From a report of an harangue by Dr. B. C. Keister, “a specialist of Roanoke, Va.,” before “a meeting of the scientists and specialists” in Philadelphia:
Dr. Keister said that the medical and criminal records of the country indicated that a complete abolition of the manufacture of habit-forming drugs, including alcohol, would mean 50 per cent. less homicides, 60 per cent. less suicides and 33 per cent. less lunatics. He said the loss to medicine, whatever it might be, from the prohibition of morphine, alcohol, opium and cocaine would be worth while in view of the possible benefits.

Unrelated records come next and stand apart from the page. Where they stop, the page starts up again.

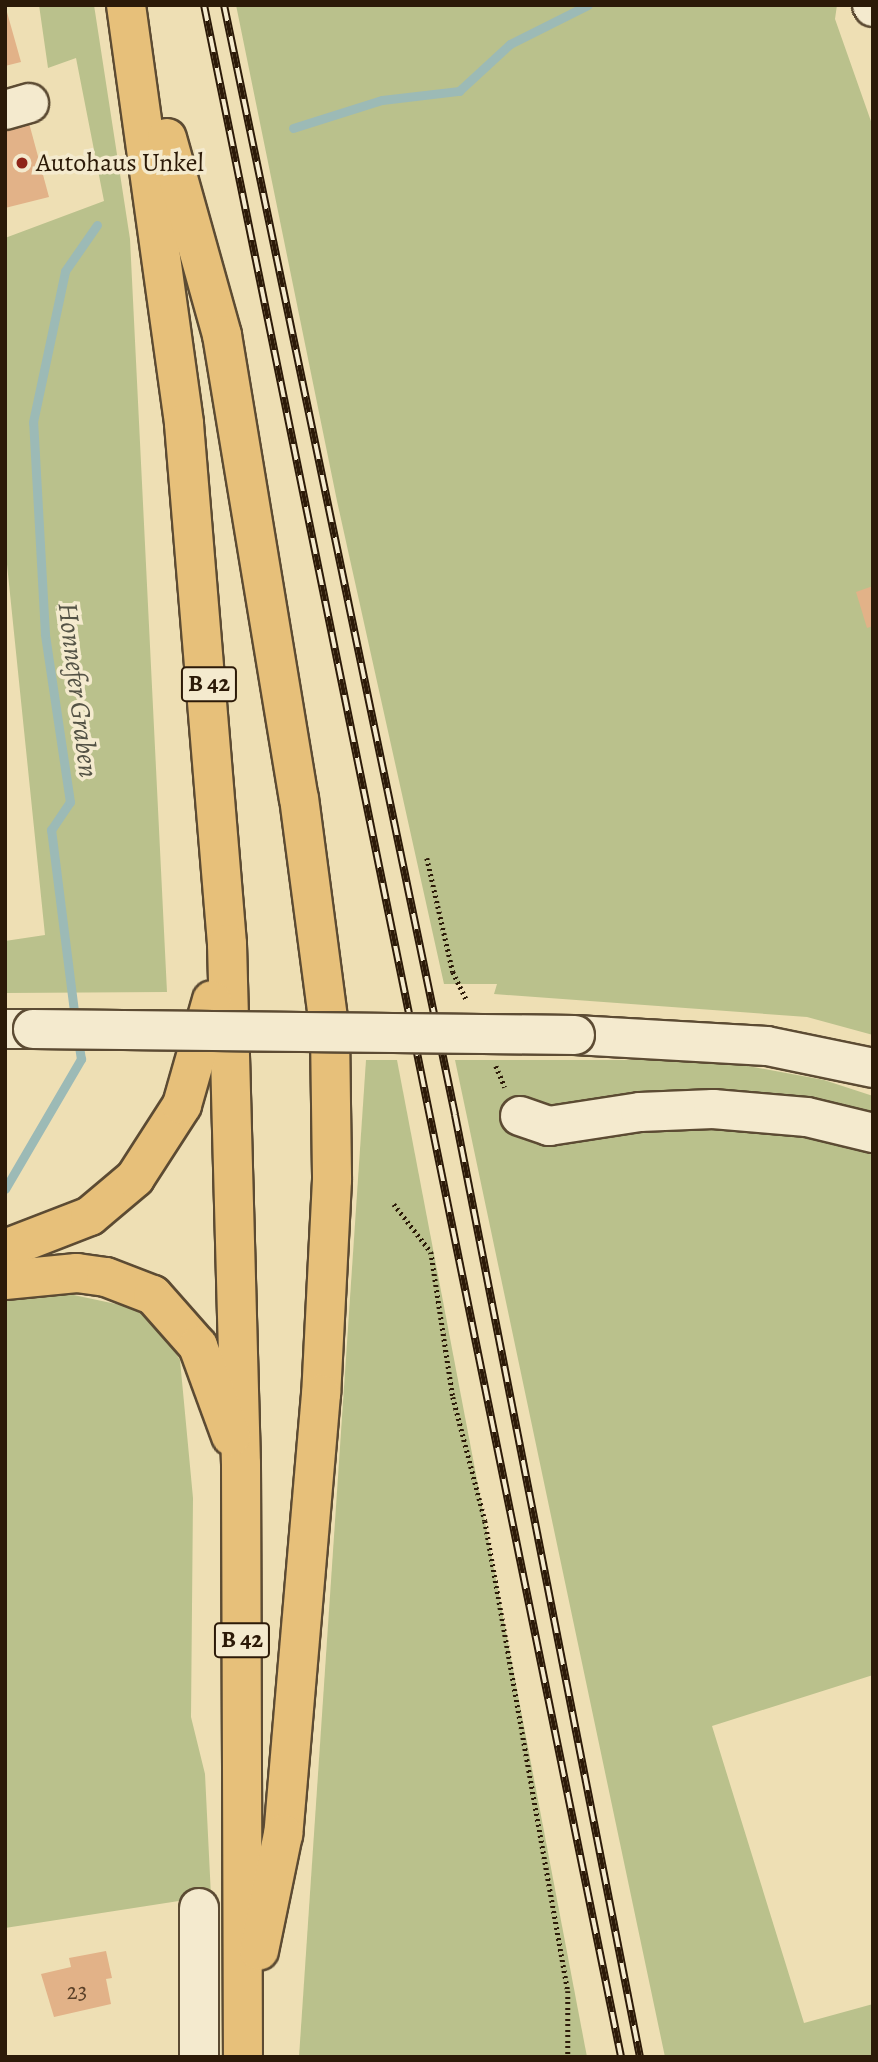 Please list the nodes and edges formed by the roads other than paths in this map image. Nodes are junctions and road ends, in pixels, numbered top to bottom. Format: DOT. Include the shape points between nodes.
graph roads {
  1 [pos="128,5"];
  2 [pos="227,944"];
  3 [pos="19,1029"];
  4 [pos="330,1032"];
  5 [pos="873,1068"];
  6 [pos="520,1116"];
  7 [pos="873,1133"];
  8 [pos="5,1249"];
  9 [pos="5,1280"];
  10 [pos="241,1464"];
  11 [pos="199,1908"];
  12 [pos="243,2043"];
  13 [pos="199,2057"];
  1 -- 2 [label="main road, B 42" via="184,425"];
  1 -- 4 [label="main road" via="222,335 299,798"];
  2 -- 8 [label="main road" via="190,1084 158,1149 135,1178 90,1216"];
  2 -- 10 [label="main road, B 42"];
  3 -- 4 [label="street, bridge"];
  4 -- 5 [label="street, bridge" via="689,1039 797,1051"];
  4 -- 12 [label="main road" via="329,1267 284,1834"];
  6 -- 7 [label="street" via="549,1126 640,1112 713,1109 807,1117"];
  9 -- 10 [label="main road" via="77,1273 106,1277 153,1295 198,1346"];
  10 -- 12 [label="main road, B 42"];
  11 -- 13 [label="street"];
} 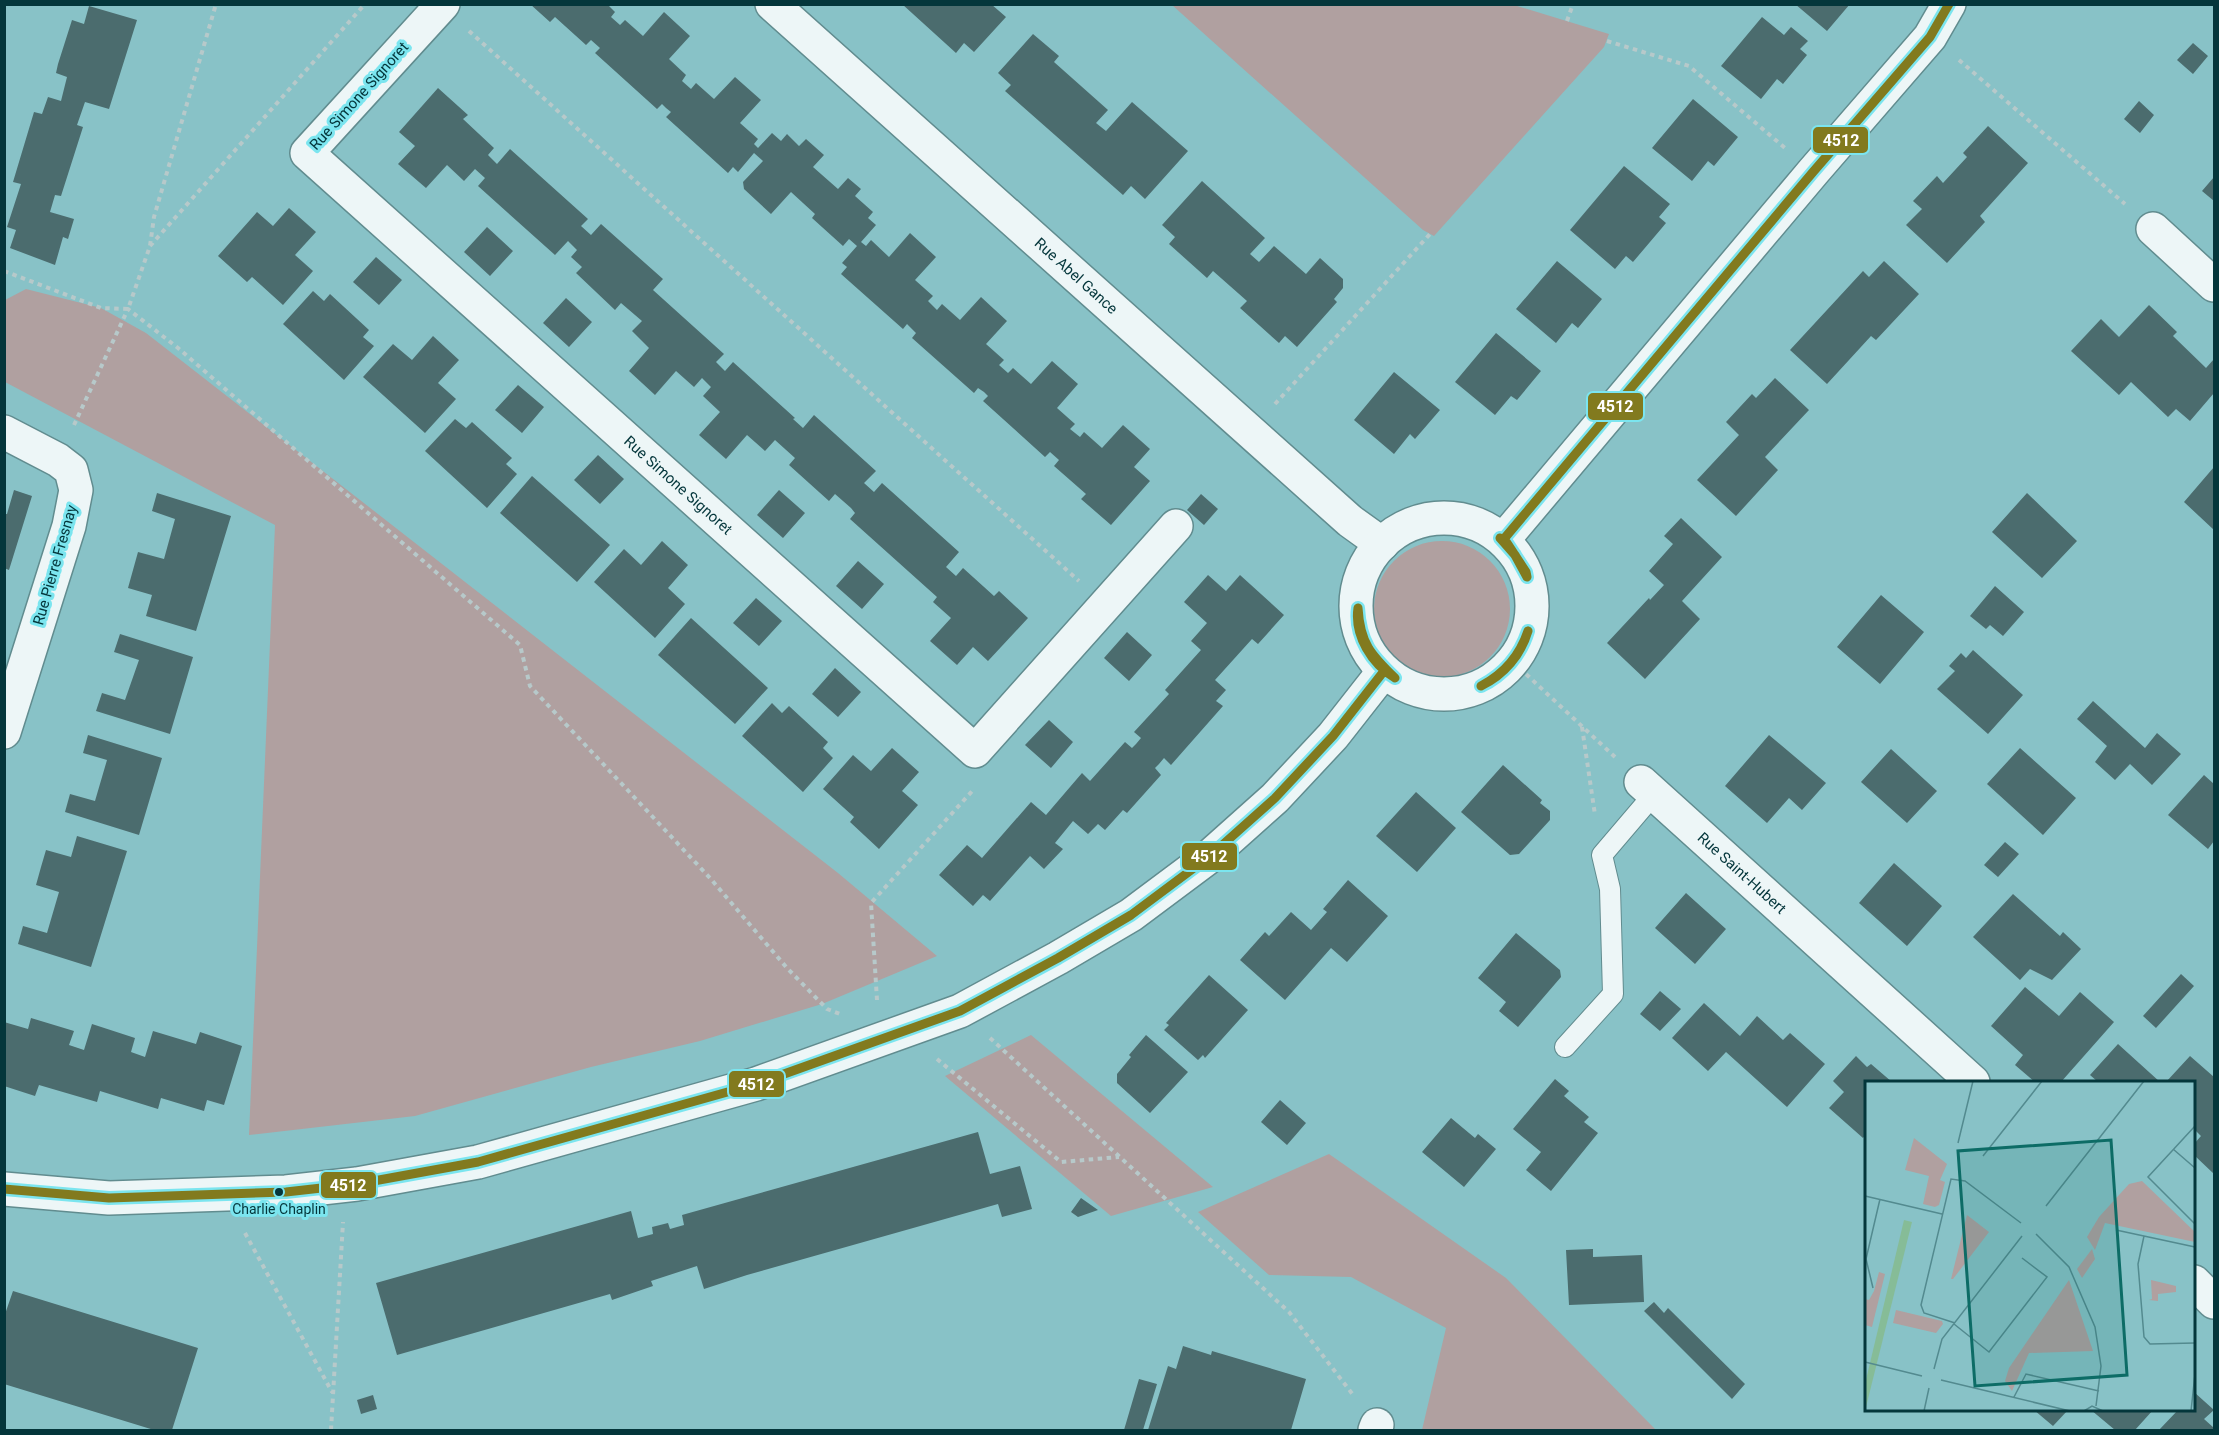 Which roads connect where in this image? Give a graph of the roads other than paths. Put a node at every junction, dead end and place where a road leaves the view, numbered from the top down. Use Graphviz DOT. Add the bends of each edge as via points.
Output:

I quote from a Philadelphia dispatch in the estimable Hot Towel. Assuming that Dr. Keister is accurately reported, I can only marvel that the City Club did not see him first. How did he sneak through Baltimore without being snared for that great battle royal of intellectual giants, that weekly grapple of the morally gifted, that grand and permanent exposition of revolutionary thinkers? Certainly, those eager “forward-lookers” and “right-thinkers” who have lent their own ears to Dr. Winfoeld Scott Hall, Prof. Dr. Graham Taylor, the Very Rev. Walter T. Sumner and the Hon. Harry Olsen, J., would weep with joy over Keister.
Farewell chant of the Hon. William H. Anderson:
I’ll scrape the mountains clean, old gal; I’ll drain the rivers dry; I’m off for sinful Albanee– Susannah, don’t you cry!